Hep, bunalımların, buhranların ve büyük sarsıntıların yaşandığı çağların tanıklığını yaptık. Ciddi kavgalar, tarihimizin vazgeçilmezi oldu. Ezilen ve sömürülen insanların, Kara-Kızıl-Yeşil kapitalizme karşı onurlu direnişlerine hem muzaheretle, hem de tanıklıkla ikmal ettik ve ediyoruz ömrümüzü. Bizim ürettiklerimizle, servetlerini iddihar eden, bizim gücümüzle iktidarlarını palazlandıran kompradorlar, sular durulup sakinleşince, bizi tasfiye ettiler, ama bu arada bizi de kendilerine benzeterek. Artık onların ürettiklerini çılgınca tüketen, hedonizmin esiri çağdaş köleler olmuştuk. Her yerde onların pespaye reklâmlarıyla karşılaşıyor ve bu ucuz reklâmların esiri oluyorduk. Yine bizimle çoğalıyor ve büyüyorlardı. Ama bizim direnç kaynaklarımızı pasifleştirmişlerdi. Bilinçleri çalınmış, kimliksizleştirilmiş ve direnişi kırılmış bir sürü haline gelmiştik.
Dikte edilen programların uygulayıcısı olduk. Hep maruz kaldık. Kendi irademizle, kendi yolumuzu ne çizebildik, ne de intihap edebildik. Direncimizi, bilincimizi, şuurumuzu, kişiliğimizi ve kimliğimizi kaybettik. Adeta sürüleştirildik. Her dem tünelin sonundaki ışığın hasretiyle yanıp tutuştuk ama mülaki olmak adına bir adım bile atmaya mecalimiz ve cesaretimiz yoktu. Çünkü aydınlığa ve hürriyete, masum ve temiz bir kalple, yürekli bir arzuyla, direnişçi bir ruhla ve bilinçli olarak talip olmadık.
Hep sahtekârca yaşadık, fark etmeden, süfli duygu ve düşüncelerin esiri olmuş ve kirlenmiştik. Adam olduk zannettik mülkiyet sahibi olmayı. Artık mülkiyet adına, menfaat mukabilinde onurunu satan şerefsizler olduk. Git gide, peyderpey koyu bir anlamsızlığın mahkûmu olan hayatın girdaplarında kaybolduk.
Yitirilen değerler, kaybolan umutlar, sönen idealler ve dumura uğrayan parlak devrimci fikirler, bizi, yoz, çiğ, kısır ve anlamsız bir hayatın mahkûmu olan kişiliklere ve topluma dönüştürdü.
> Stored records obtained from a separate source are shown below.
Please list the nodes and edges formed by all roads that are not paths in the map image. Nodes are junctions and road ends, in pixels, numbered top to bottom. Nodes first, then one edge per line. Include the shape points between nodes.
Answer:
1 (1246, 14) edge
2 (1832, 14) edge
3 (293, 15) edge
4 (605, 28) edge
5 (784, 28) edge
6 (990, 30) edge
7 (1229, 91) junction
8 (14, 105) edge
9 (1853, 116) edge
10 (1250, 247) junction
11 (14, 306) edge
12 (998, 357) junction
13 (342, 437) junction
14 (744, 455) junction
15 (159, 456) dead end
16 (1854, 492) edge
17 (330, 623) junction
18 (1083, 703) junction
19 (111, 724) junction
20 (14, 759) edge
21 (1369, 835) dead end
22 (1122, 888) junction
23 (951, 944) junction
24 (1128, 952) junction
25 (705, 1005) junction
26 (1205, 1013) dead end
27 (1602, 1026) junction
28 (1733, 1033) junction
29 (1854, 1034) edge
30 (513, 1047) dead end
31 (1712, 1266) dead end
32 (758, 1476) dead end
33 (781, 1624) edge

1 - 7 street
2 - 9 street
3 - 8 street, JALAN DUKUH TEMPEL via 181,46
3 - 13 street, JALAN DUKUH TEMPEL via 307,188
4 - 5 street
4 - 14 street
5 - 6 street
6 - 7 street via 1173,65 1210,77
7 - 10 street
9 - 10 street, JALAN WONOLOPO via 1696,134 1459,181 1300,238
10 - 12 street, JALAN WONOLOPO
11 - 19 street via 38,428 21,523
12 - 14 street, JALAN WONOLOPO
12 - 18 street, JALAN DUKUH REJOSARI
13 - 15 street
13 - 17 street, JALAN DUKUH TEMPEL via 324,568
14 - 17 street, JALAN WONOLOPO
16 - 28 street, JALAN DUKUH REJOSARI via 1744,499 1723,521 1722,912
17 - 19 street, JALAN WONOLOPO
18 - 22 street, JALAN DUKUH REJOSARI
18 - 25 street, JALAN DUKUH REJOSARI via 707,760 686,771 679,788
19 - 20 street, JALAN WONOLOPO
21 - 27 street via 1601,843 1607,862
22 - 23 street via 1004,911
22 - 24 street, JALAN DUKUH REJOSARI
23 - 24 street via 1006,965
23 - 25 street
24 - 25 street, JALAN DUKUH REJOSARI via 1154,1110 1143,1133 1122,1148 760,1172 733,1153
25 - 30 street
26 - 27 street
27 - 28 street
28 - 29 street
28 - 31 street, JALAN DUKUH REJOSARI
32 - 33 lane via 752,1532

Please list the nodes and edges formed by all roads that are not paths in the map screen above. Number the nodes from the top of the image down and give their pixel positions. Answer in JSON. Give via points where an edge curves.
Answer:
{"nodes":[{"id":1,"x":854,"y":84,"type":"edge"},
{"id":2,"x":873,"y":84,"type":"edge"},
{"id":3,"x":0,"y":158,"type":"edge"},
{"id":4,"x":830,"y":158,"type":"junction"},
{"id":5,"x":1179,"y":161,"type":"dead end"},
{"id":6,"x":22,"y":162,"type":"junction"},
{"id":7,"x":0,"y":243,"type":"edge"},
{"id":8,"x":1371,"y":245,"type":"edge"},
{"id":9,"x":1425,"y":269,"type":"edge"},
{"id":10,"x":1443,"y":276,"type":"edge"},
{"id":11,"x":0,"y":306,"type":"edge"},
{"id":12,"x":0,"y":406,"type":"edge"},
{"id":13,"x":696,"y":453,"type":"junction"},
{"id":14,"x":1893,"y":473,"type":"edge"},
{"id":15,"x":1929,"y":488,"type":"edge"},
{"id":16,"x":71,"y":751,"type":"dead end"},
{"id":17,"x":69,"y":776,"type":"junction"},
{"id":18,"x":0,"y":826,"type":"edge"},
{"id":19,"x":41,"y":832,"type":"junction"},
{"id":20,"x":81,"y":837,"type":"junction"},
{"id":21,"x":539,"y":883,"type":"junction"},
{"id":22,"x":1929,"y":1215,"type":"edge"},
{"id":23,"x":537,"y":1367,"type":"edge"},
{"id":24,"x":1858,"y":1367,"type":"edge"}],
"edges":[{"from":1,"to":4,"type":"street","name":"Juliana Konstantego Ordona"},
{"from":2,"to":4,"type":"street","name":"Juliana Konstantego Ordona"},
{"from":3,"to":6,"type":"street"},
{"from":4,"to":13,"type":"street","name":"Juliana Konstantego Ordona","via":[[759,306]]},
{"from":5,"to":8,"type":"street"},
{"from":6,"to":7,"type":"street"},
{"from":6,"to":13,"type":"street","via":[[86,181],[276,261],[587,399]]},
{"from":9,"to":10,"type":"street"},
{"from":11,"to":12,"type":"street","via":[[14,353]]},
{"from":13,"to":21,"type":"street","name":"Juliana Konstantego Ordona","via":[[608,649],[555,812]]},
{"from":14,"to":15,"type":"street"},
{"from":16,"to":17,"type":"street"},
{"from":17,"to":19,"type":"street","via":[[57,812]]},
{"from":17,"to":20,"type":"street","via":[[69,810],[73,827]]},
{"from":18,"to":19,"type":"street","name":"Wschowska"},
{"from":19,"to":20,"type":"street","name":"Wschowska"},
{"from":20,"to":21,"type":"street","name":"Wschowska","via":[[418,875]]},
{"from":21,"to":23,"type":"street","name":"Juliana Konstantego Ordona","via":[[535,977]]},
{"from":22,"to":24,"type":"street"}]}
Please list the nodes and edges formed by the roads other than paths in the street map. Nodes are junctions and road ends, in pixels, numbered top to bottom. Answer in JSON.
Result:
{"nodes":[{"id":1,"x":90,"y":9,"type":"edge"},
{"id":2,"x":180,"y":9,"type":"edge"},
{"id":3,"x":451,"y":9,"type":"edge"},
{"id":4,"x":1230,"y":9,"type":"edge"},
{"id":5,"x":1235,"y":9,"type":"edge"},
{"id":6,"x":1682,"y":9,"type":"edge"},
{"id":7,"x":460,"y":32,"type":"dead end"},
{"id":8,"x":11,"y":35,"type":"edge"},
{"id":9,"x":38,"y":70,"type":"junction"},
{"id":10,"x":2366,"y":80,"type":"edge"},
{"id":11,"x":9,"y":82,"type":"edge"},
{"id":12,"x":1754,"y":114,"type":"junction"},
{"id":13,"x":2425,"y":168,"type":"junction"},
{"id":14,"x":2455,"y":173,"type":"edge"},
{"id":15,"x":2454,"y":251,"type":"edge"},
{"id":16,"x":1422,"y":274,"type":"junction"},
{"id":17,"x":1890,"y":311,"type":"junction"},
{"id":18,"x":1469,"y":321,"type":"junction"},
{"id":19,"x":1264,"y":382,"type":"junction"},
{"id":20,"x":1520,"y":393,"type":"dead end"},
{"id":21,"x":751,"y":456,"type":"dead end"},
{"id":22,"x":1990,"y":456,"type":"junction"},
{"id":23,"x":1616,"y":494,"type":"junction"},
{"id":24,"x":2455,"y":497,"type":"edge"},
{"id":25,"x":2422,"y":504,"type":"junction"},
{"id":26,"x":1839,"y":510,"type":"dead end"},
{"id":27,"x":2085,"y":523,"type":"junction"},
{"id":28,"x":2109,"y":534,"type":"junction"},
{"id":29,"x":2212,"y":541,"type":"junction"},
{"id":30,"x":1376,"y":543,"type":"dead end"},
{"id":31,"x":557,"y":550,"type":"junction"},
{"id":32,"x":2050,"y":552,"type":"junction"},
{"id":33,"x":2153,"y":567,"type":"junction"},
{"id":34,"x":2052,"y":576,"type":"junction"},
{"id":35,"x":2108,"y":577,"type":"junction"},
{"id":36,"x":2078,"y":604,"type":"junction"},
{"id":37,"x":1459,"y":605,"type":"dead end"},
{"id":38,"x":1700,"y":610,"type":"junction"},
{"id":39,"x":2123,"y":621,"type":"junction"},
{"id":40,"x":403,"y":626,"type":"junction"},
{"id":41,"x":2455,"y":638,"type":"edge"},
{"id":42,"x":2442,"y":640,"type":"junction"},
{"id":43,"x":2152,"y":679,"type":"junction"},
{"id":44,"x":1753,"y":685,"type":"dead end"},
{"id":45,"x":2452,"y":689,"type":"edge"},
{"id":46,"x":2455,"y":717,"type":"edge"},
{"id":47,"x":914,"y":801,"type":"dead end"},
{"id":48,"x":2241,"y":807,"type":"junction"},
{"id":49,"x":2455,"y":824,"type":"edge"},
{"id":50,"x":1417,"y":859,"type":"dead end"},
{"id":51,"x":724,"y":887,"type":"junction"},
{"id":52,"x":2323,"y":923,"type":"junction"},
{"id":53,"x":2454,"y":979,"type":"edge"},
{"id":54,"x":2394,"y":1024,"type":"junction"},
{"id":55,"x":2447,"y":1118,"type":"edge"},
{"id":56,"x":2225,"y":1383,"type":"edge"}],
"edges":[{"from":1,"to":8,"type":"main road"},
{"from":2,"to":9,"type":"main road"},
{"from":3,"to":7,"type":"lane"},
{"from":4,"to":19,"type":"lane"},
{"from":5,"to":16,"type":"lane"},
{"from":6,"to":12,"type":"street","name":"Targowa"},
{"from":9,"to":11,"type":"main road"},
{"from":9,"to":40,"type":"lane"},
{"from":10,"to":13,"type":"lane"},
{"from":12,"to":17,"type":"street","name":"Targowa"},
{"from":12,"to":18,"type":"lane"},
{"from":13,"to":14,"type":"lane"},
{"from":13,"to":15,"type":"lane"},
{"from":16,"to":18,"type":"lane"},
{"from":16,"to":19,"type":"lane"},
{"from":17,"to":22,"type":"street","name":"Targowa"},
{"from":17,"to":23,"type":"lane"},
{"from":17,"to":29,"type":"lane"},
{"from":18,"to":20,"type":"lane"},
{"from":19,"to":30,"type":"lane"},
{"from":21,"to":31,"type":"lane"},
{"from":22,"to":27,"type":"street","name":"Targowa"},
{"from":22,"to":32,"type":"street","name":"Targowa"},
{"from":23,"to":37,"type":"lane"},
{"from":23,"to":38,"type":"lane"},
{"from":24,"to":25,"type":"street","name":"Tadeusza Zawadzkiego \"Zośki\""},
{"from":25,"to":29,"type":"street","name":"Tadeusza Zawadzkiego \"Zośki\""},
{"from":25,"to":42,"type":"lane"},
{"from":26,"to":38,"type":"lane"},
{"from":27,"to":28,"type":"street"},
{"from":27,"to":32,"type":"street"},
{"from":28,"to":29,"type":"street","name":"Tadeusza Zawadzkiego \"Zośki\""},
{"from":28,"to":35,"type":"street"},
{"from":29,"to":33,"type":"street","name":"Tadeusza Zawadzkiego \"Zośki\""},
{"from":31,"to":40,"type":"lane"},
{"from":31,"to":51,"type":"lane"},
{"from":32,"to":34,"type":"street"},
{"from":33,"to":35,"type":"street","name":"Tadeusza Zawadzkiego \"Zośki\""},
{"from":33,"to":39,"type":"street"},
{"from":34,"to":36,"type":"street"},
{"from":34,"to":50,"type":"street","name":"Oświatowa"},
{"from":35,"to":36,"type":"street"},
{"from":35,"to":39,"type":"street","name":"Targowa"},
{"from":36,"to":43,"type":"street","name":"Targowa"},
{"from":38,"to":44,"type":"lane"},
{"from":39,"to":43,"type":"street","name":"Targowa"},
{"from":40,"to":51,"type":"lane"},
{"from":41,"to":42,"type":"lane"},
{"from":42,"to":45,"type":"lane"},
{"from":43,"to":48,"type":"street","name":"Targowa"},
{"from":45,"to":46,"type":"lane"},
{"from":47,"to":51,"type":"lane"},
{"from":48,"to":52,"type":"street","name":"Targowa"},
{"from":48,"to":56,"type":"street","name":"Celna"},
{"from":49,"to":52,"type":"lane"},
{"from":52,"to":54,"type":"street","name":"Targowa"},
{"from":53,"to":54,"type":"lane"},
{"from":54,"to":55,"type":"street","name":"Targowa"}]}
Oysaki umut bizim ışığımız, parlak devrimci fikirler direniş kaynağımızdı. Ne hazin ki, devrimin aydınlık meşalesi söndürüldü, filizlenmekte olan taze devrim çiçekleri karanlık odalarda solduruldu. Statükonun varlığının idamesinin garantisi olan amerikancı cemaatçilik anlayışı zımnen palazlandırıldı, diyalog ve hoşgörü kılıfıyla topluma pazarlandı ve devasa bir güce dönüşerek toplumsal yapıyı muhasara altına aldı ve birey olmanın tadını, özgür olmanın zevkini haram etti. Yaşamın sunduğu zevkleri acılaştırdı. Olmadı, yapamadık. Sevgisiz, idealsiz, değersiz, kimliksiz, kişiliksiz, muhabbetsiz, kuru ve sığ bir sürü haline gelen kalabalıklar arasında yaşam acılaştı, çekilmez hale geldi.
Yalnızlık limanında demirledik. Güven, vefa ve sadakat kayboldu. Tek ölçüt menfaat oldu. Bizim de bahtımıza yalnızlık sözleri, direniş şiirleri yazmak ve halk türküleri dinlemek ve terennüm etmek kaldı. Nümayişsiz hayat donuklaştırdı. Hakikatin savunucusu, sözcüsü, yaşayıcısı, taşıyıcısı ve kavgacısı olmak yalnızlığın mahkûmu kıldı bizi. Çünkü bu yürek isterdi, ama toplum yüreksizlerin işgali altındaydı ne yazık ki.
Gele gele bugünlere geldik. Anlamsız ve silik bir hayatın mahkûmlarıyız. İdealler iflas etmiş. Cesaret kalmamış mücadeleye. Sömürünün çarklarında yok oluyoruz ağır ağır. Herkes memnun sanki hayatından. Bir yanda saraylarda Afrika odunlarının alevli armonileri eşliğinde süfli zevklerini tatmin eden kapitalist pislikler, bir yanda çöplüklerden karnını doyurmaya çalışan acımasız çaresizliğin mahkûmu sefiller. Mütemadiyen çoğalan ve büyüyen insanlığa karşın biteviye kirlenen dünyanın kahredici muvazenesizliği. Çöplüklerde kaybolan taze bedenlere inat, köpekler yaşıyor saraylarda. Bu dünyayı baki zannıyla zevkler tavan yapmış. Ölümü unutmuşuz, zevkleri acılaştırıyor mülahazasıyla.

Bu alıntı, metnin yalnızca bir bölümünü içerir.